AbstractThis paper presented comprehensive theoretical investigation of excited state intramolecular proton transfer (ESIPT) of four new large Schiff base derivatives with extended conjugated chromophores. The properties of the ground state and the excited state of phototautomers of C1 to C4 [C1: 2‐(4′‐nitro‐stilbene‐4‐ylimino)methylphenol; C2: 2‐(4′‐cyano‐stilbene‐4‐ylimino)methylphenol; C3: 2‐(4′‐methoxyl‐stilbene‐4‐ylimino)methylphenol; C4: 2‐(4′‐N,N‐diethylamino‐stilbene‐4‐ylimino)methylphenol], which included geometrical parameter, energy, rate constant, frontier orbit, Mulliken charge, dipole moment change, were studied by DFT (density functional theory), CIS (configuration interaction singles‐excitation), TDDFT (time‐dependent DFT) methods to analyze the effects of chromophore part on the occurrence of ESIPT and the role of substituent groups. The structural parameter calculation showed that the shorter RHN and larger ROH from enol to enol* form, and less twisted configuration in the excited state implied that these molecules could undergo ESIPT as excitation. Stable transition states and a low energy barrier were observed for C1 to C4. This suggested that chromophore part increased some difficulty to undergo ESIPT for these molecules, while the possibility of occurrence of ESIPT was quite high. The negative ΔE* (−9.808 and −9.163 kJ/mol) of C1 and C2 and positive ΔE* (0.599 and 1.029 kJ/mol) of C3 and C4 indicated that withdrawing substituent groups were favorable for the occurrence of ESIPT. The reaction rate constants of proton transfer of these compounds were calculated in the S0 and S1 states respectively, and the high rate constants of these compounds were observed at S1 state.

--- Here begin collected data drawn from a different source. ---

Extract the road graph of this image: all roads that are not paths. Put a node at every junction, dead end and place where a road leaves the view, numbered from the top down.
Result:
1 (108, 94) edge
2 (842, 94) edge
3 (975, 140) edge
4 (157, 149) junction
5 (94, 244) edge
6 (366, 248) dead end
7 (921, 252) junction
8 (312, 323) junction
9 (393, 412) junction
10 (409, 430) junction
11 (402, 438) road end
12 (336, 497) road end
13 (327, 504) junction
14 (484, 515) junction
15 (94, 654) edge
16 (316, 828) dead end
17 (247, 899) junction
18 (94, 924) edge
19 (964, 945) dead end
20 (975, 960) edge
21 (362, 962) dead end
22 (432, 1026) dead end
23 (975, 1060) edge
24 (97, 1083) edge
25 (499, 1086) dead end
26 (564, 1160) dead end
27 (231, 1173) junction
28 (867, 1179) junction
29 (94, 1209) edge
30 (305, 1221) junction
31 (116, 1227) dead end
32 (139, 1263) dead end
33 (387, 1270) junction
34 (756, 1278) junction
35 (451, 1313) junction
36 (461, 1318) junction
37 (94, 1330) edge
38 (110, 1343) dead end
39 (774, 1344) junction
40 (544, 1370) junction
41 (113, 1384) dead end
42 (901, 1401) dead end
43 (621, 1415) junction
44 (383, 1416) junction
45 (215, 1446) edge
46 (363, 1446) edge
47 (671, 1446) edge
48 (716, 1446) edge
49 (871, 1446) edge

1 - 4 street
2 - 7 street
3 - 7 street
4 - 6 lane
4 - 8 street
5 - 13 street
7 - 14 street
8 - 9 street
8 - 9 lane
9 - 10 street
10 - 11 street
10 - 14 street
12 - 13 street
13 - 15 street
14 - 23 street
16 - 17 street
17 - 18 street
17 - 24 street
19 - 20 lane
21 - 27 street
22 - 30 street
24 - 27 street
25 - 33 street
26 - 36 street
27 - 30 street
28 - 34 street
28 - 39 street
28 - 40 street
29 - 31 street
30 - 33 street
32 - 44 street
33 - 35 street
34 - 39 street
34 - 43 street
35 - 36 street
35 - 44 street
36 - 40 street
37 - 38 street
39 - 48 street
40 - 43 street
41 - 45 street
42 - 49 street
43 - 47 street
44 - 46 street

C1 even reached at 1.45×1015 s−1 in the excited state, which is much closed to 2.05×1015 s−1 of the parent moiety (salicylidene methylamine). Electron‐donating and electron‐withdrawing substituent groups had different effects on the electron density distribution of frontier orbits and Mulliken charges of the atoms, resulting in different dipole moment changes in enol*→keto* process. These differences in turn suggested that C1 and C2 had more ability to undergo ESIPT than C3 and C4. The ultraviolet/visible absorption spectra, normal fluorescence emission spectra and ESIPT fluorescence emission spectra of these compounds were predicted in theory.